-- Activity --
Go through the data below and copy each line where the word "COLUMBA" occurs.

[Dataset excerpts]
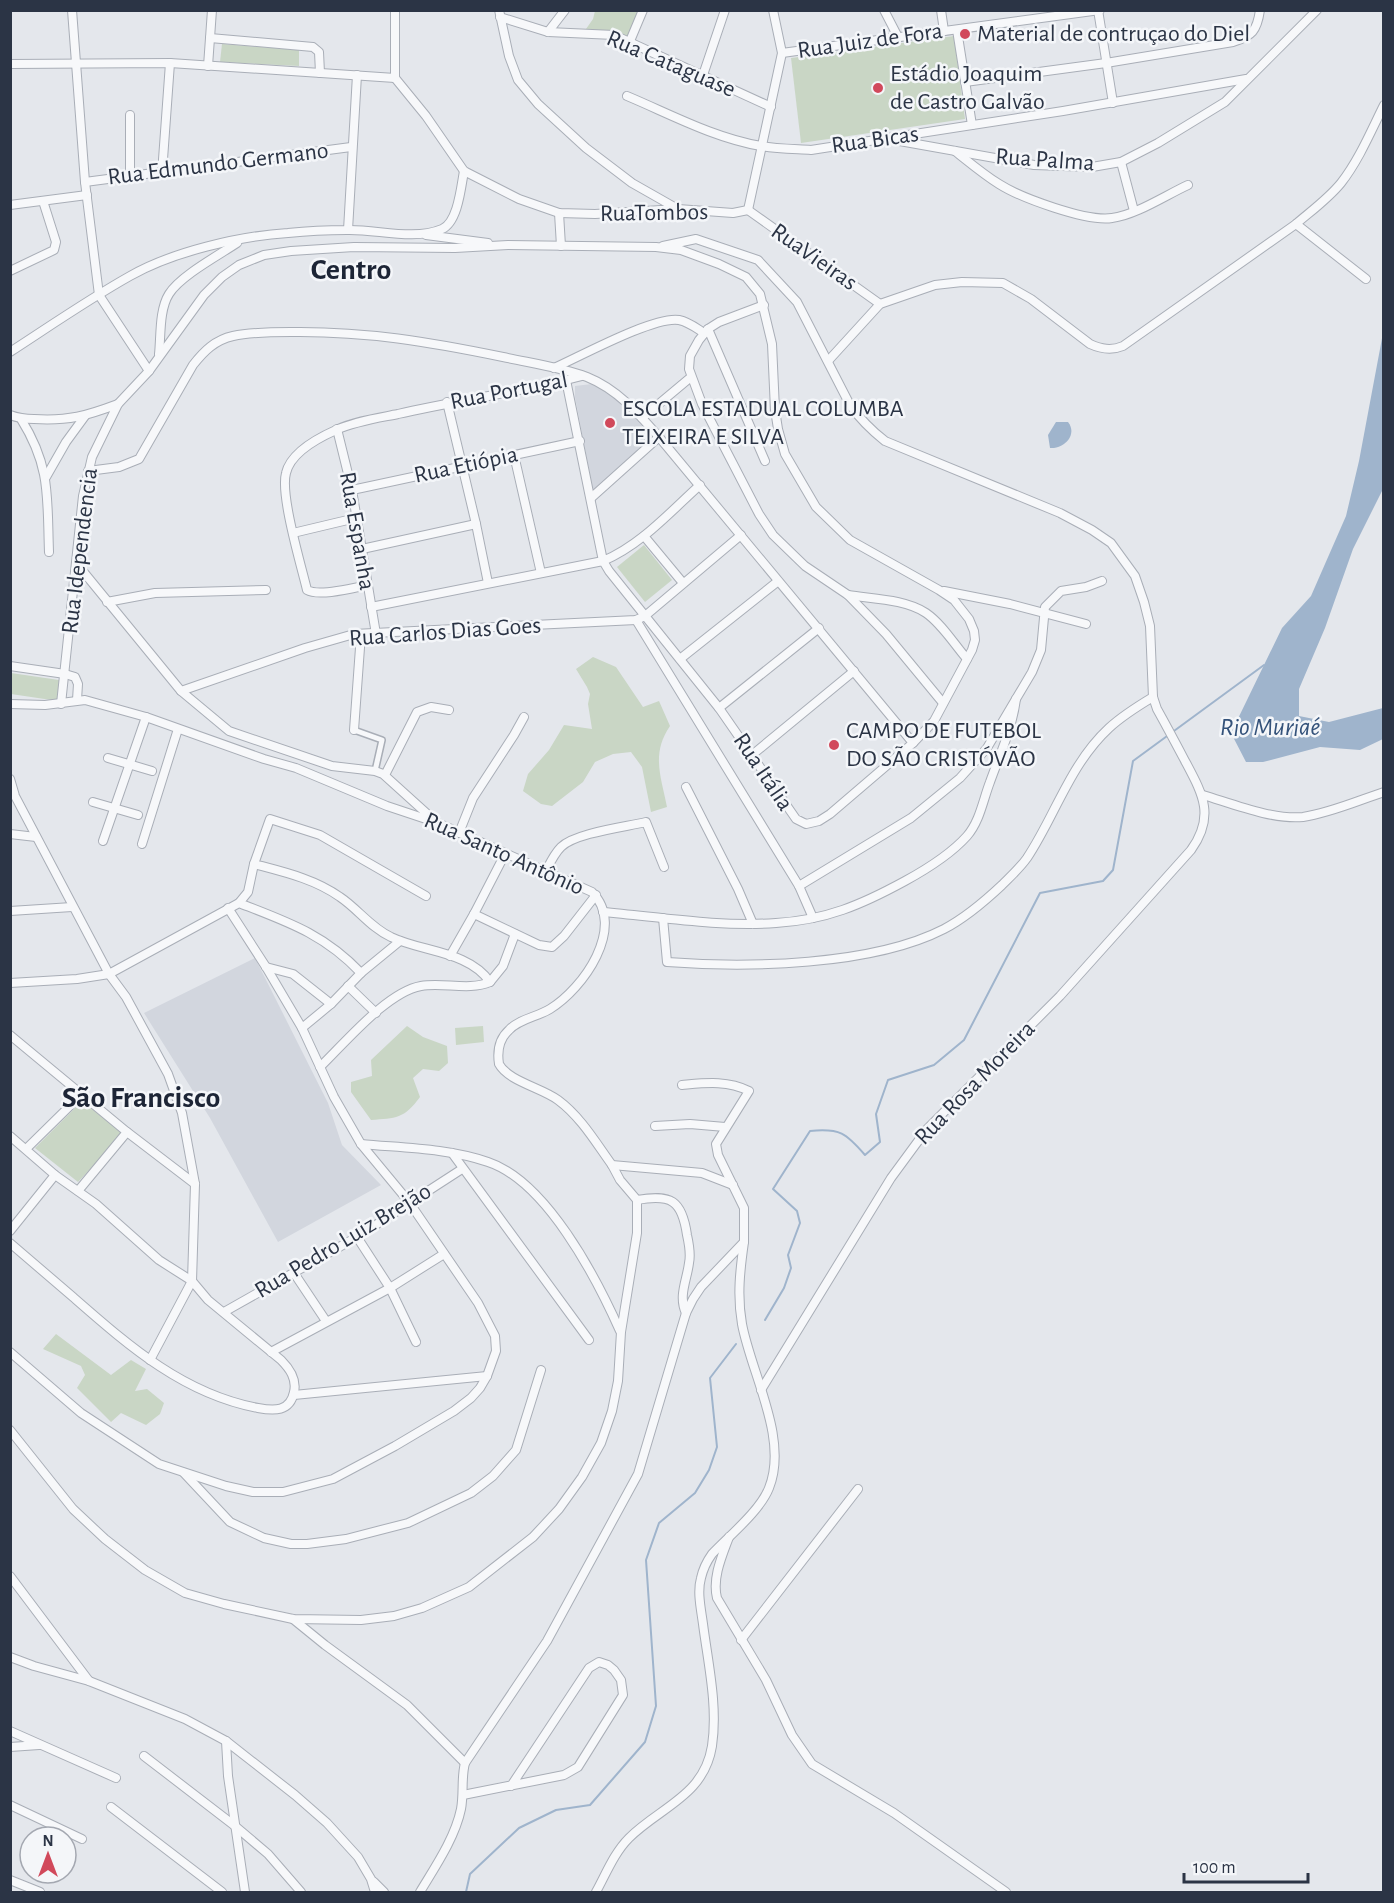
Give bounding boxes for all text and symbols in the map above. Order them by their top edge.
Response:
street label: Rua Juiz de Fora [796,19,944,63]
place label: Material de contruçao do Diel [977,22,1250,46]
street label: Rua Cataguase [603,26,739,102]
marker: Material de contruçao do Diel [958,27,972,41]
place label: Estádio Joaquim de Castro Galvão [890,62,1045,114]
marker: Estádio Joaquim de Castro Galvão [871,81,885,95]
street label: Rua Bicas [830,122,920,158]
street label: Rua Edmundo Germano [106,139,330,189]
street label: Rua Palma [995,145,1095,175]
street label: RuaTombos [600,200,708,226]
street label: RuaVieiras [767,219,861,295]
district label: Centro [311,255,391,285]
street label: Rua Portugal [448,368,570,414]
place label: ESCOLA ESTADUAL COLUMBA TEIXEIRA E SILVA [622,397,904,449]
marker: ESCOLA ESTADUAL COLUMBA TEIXEIRA E SILVA [603,416,617,430]
street label: Rua Etiópia [412,442,520,488]
street label: Rua Idependencia [58,467,102,635]
street label: Rua Espanha [335,470,379,592]
street label: Rua Carlos Dias Goes [348,613,542,651]
water label: Rio Muriaé [1220,714,1320,740]
place label: CAMPO DE FUTEBOL DO SÃO CRISTÓVÃO [846,719,1041,771]
street label: Rua Itália [728,729,798,815]
marker: CAMPO DE FUTEBOL DO SÃO CRISTÓVÃO [827,738,841,752]
street label: Rua Santo Antônio [420,808,588,900]
street label: Rua Rosa Moreira [910,1017,1040,1149]
district label: São Francisco [62,1083,220,1113]
street label: Rua Pedro Luiz Brejão [251,1179,435,1303]
north arrow [18,1825,78,1885]
text: N [42,1833,54,1849]
scale bar [1184,1846,1308,1884]
text: 100 m [1193,1859,1236,1877]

-- Expected answer --
place label: ESCOLA ESTADUAL COLUMBA TEIXEIRA E SILVA [622,397,904,449]
marker: ESCOLA ESTADUAL COLUMBA TEIXEIRA E SILVA [603,416,617,430]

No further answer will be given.